**Goal of the exercise:** Would you restate the entries below word for word, leaving out the images?
[Exercise material Boundary: Start]
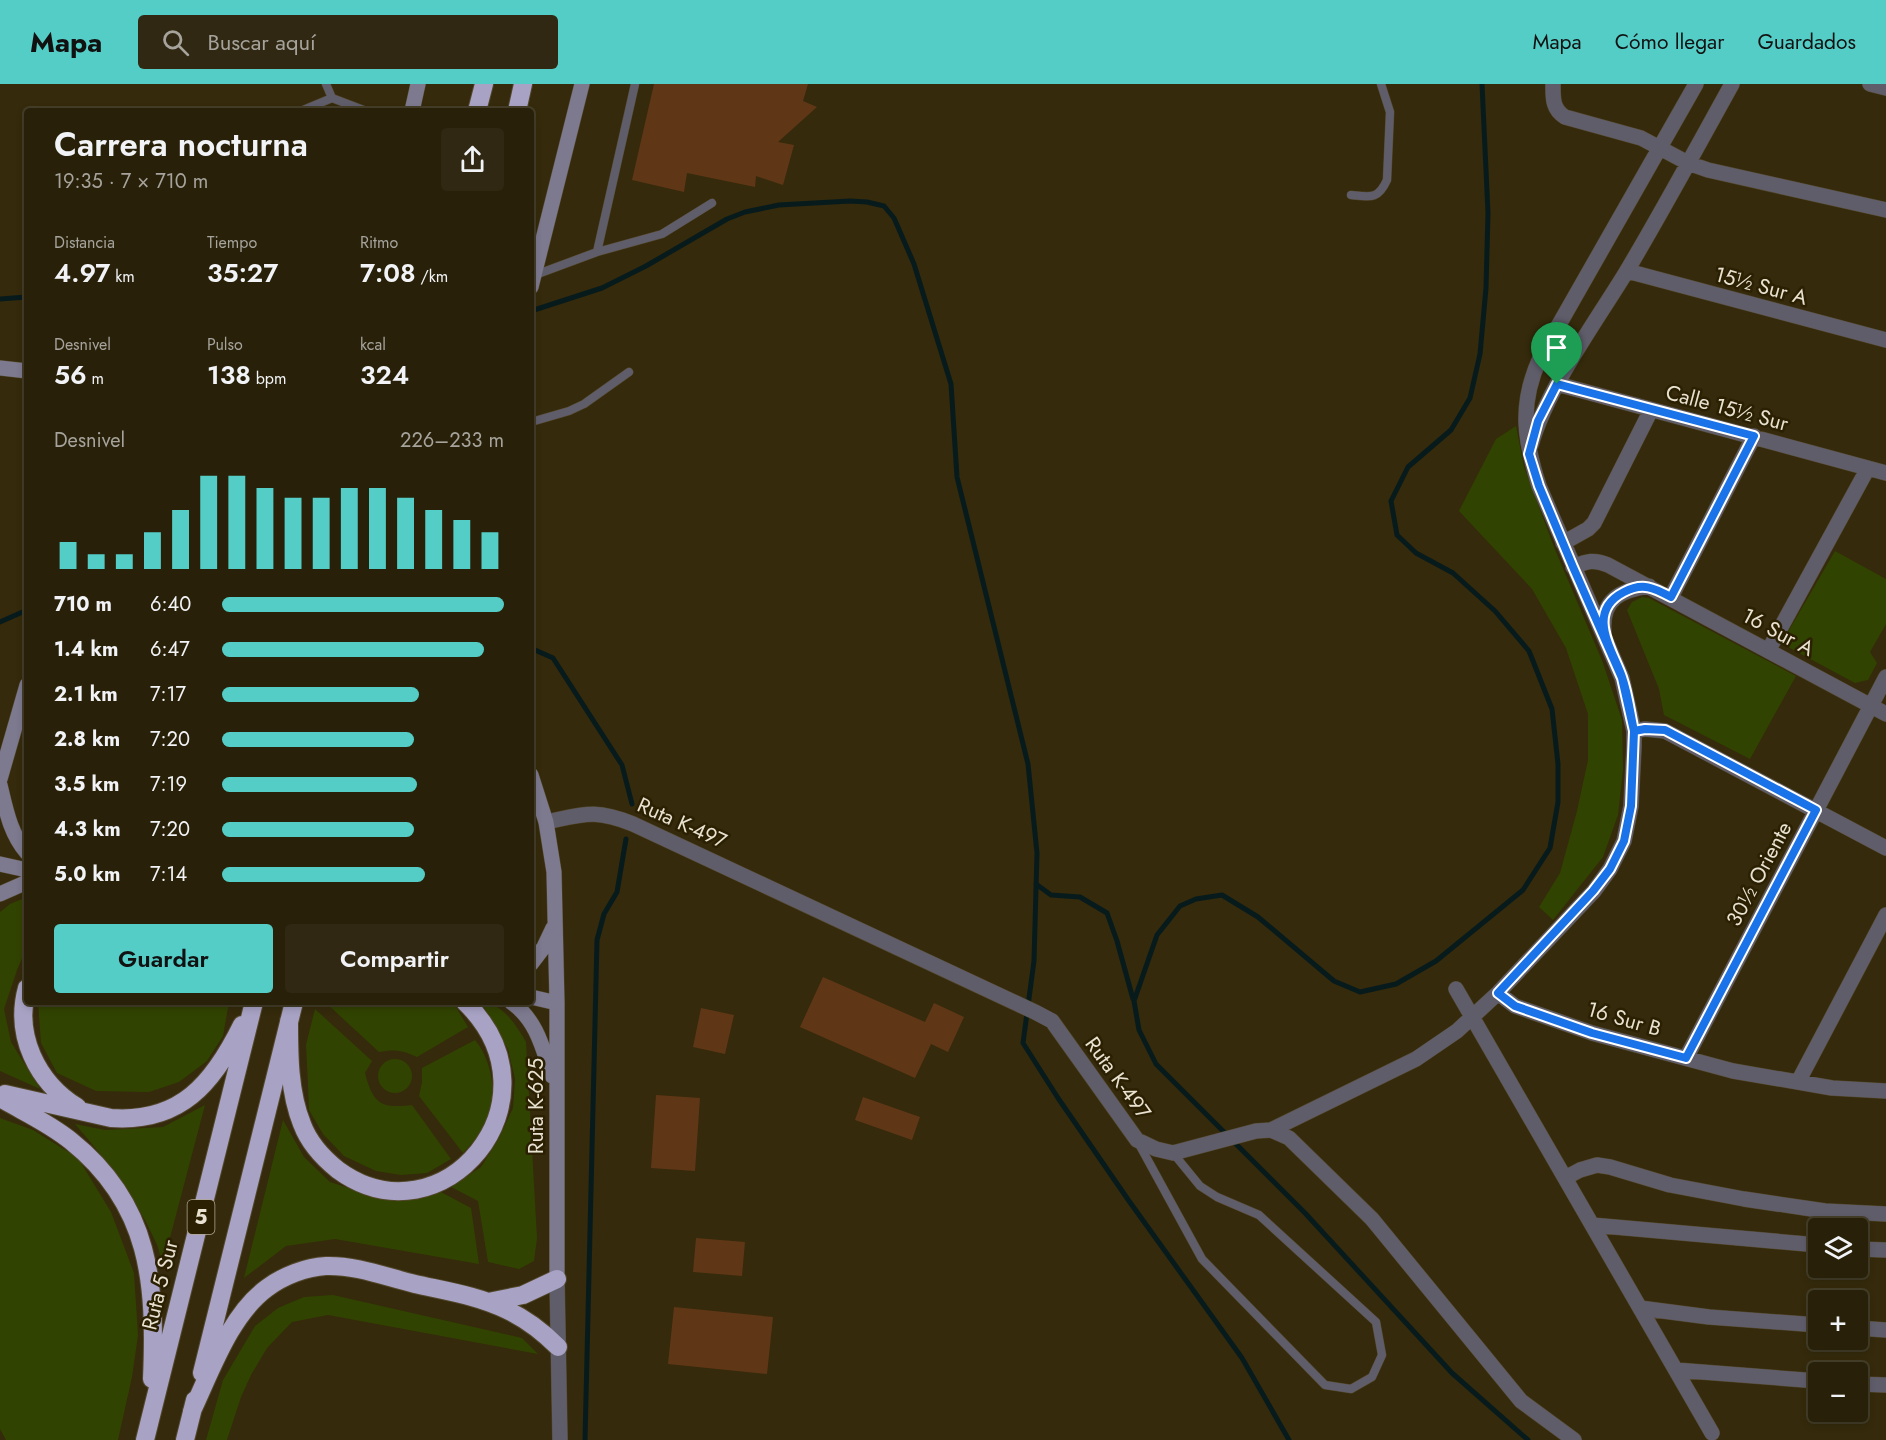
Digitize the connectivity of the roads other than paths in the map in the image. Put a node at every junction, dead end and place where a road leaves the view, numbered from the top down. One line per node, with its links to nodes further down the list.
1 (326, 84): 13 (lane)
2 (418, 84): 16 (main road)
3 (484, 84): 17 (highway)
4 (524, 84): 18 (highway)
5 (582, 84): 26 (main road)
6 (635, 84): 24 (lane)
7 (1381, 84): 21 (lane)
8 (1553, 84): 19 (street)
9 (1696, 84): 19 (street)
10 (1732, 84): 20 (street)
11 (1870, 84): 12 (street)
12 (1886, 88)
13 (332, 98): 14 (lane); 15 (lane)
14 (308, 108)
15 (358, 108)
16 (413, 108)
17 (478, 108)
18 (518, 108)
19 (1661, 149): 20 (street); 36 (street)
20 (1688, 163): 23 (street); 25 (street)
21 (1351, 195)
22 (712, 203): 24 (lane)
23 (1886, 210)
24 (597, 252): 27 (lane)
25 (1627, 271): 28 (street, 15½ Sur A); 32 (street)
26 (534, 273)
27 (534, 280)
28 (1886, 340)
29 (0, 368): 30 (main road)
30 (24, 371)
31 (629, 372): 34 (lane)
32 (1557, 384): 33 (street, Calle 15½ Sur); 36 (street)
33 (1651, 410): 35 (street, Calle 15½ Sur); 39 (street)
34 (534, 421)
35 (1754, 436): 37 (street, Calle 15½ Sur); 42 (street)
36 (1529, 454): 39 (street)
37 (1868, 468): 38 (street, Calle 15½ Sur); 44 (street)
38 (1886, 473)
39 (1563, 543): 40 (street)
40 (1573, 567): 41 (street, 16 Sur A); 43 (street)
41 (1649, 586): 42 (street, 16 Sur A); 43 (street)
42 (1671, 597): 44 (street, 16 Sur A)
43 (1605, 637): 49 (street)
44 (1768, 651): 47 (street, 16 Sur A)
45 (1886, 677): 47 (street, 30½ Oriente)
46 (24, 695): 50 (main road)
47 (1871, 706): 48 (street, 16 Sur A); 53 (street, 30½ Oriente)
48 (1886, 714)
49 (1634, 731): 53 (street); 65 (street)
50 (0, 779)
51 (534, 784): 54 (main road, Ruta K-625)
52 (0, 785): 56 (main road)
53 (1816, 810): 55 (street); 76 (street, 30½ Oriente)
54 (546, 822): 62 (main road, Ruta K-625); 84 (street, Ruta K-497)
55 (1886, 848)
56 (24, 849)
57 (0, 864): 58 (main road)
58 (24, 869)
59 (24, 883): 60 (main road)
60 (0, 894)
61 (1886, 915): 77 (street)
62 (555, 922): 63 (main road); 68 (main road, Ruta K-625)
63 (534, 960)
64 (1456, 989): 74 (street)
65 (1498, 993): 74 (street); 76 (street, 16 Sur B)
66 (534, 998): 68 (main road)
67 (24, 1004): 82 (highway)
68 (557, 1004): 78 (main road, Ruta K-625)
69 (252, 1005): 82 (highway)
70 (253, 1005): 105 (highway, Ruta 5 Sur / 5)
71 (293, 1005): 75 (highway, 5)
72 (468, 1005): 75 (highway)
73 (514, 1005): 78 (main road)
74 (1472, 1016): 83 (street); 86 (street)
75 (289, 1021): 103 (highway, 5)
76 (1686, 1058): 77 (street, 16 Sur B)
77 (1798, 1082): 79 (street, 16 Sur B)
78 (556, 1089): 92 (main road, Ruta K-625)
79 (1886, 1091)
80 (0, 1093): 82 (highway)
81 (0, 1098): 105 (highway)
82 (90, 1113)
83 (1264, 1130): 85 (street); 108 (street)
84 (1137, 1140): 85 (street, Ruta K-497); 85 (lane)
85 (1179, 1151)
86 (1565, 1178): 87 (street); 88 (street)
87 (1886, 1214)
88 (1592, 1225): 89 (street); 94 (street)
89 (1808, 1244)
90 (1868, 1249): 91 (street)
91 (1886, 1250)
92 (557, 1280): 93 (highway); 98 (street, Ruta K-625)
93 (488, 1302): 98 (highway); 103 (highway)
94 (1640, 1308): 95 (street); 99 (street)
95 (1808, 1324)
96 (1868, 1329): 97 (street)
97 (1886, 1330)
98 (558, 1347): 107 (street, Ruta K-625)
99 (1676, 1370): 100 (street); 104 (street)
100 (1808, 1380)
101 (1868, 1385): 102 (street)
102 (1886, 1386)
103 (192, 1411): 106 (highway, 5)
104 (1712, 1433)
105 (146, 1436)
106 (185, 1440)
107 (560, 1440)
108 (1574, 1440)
[Exercise material Boundary: End]
**Answer to this problem:**
Digitize the connectivity of the roads other than paths in the map in the image. Put a node at every junction, dead end and place where a road leaves the view, numbered from the top down. One line per node, with its links to nodes further down the list.
1 (326, 84): 13 (lane)
2 (418, 84): 16 (main road)
3 (484, 84): 17 (highway)
4 (524, 84): 18 (highway)
5 (582, 84): 26 (main road)
6 (635, 84): 24 (lane)
7 (1381, 84): 21 (lane)
8 (1553, 84): 19 (street)
9 (1696, 84): 19 (street)
10 (1732, 84): 20 (street)
11 (1870, 84): 12 (street)
12 (1886, 88)
13 (332, 98): 14 (lane); 15 (lane)
14 (308, 108)
15 (358, 108)
16 (413, 108)
17 (478, 108)
18 (518, 108)
19 (1661, 149): 20 (street); 36 (street)
20 (1688, 163): 23 (street); 25 (street)
21 (1351, 195)
22 (712, 203): 24 (lane)
23 (1886, 210)
24 (597, 252): 27 (lane)
25 (1627, 271): 28 (street, 15½ Sur A); 32 (street)
26 (534, 273)
27 (534, 280)
28 (1886, 340)
29 (0, 368): 30 (main road)
30 (24, 371)
31 (629, 372): 34 (lane)
32 (1557, 384): 33 (street, Calle 15½ Sur); 36 (street)
33 (1651, 410): 35 (street, Calle 15½ Sur); 39 (street)
34 (534, 421)
35 (1754, 436): 37 (street, Calle 15½ Sur); 42 (street)
36 (1529, 454): 39 (street)
37 (1868, 468): 38 (street, Calle 15½ Sur); 44 (street)
38 (1886, 473)
39 (1563, 543): 40 (street)
40 (1573, 567): 41 (street, 16 Sur A); 43 (street)
41 (1649, 586): 42 (street, 16 Sur A); 43 (street)
42 (1671, 597): 44 (street, 16 Sur A)
43 (1605, 637): 49 (street)
44 (1768, 651): 47 (street, 16 Sur A)
45 (1886, 677): 47 (street, 30½ Oriente)
46 (24, 695): 50 (main road)
47 (1871, 706): 48 (street, 16 Sur A); 53 (street, 30½ Oriente)
48 (1886, 714)
49 (1634, 731): 53 (street); 65 (street)
50 (0, 779)
51 (534, 784): 54 (main road, Ruta K-625)
52 (0, 785): 56 (main road)
53 (1816, 810): 55 (street); 76 (street, 30½ Oriente)
54 (546, 822): 62 (main road, Ruta K-625); 84 (street, Ruta K-497)
55 (1886, 848)
56 (24, 849)
57 (0, 864): 58 (main road)
58 (24, 869)
59 (24, 883): 60 (main road)
60 (0, 894)
61 (1886, 915): 77 (street)
62 (555, 922): 63 (main road); 68 (main road, Ruta K-625)
63 (534, 960)
64 (1456, 989): 74 (street)
65 (1498, 993): 74 (street); 76 (street, 16 Sur B)
66 (534, 998): 68 (main road)
67 (24, 1004): 82 (highway)
68 (557, 1004): 78 (main road, Ruta K-625)
69 (252, 1005): 82 (highway)
70 (253, 1005): 105 (highway, Ruta 5 Sur / 5)
71 (293, 1005): 75 (highway, 5)
72 (468, 1005): 75 (highway)
73 (514, 1005): 78 (main road)
74 (1472, 1016): 83 (street); 86 (street)
75 (289, 1021): 103 (highway, 5)
76 (1686, 1058): 77 (street, 16 Sur B)
77 (1798, 1082): 79 (street, 16 Sur B)
78 (556, 1089): 92 (main road, Ruta K-625)
79 (1886, 1091)
80 (0, 1093): 82 (highway)
81 (0, 1098): 105 (highway)
82 (90, 1113)
83 (1264, 1130): 85 (street); 108 (street)
84 (1137, 1140): 85 (street, Ruta K-497); 85 (lane)
85 (1179, 1151)
86 (1565, 1178): 87 (street); 88 (street)
87 (1886, 1214)
88 (1592, 1225): 89 (street); 94 (street)
89 (1808, 1244)
90 (1868, 1249): 91 (street)
91 (1886, 1250)
92 (557, 1280): 93 (highway); 98 (street, Ruta K-625)
93 (488, 1302): 98 (highway); 103 (highway)
94 (1640, 1308): 95 (street); 99 (street)
95 (1808, 1324)
96 (1868, 1329): 97 (street)
97 (1886, 1330)
98 (558, 1347): 107 (street, Ruta K-625)
99 (1676, 1370): 100 (street); 104 (street)
100 (1808, 1380)
101 (1868, 1385): 102 (street)
102 (1886, 1386)
103 (192, 1411): 106 (highway, 5)
104 (1712, 1433)
105 (146, 1436)
106 (185, 1440)
107 (560, 1440)
108 (1574, 1440)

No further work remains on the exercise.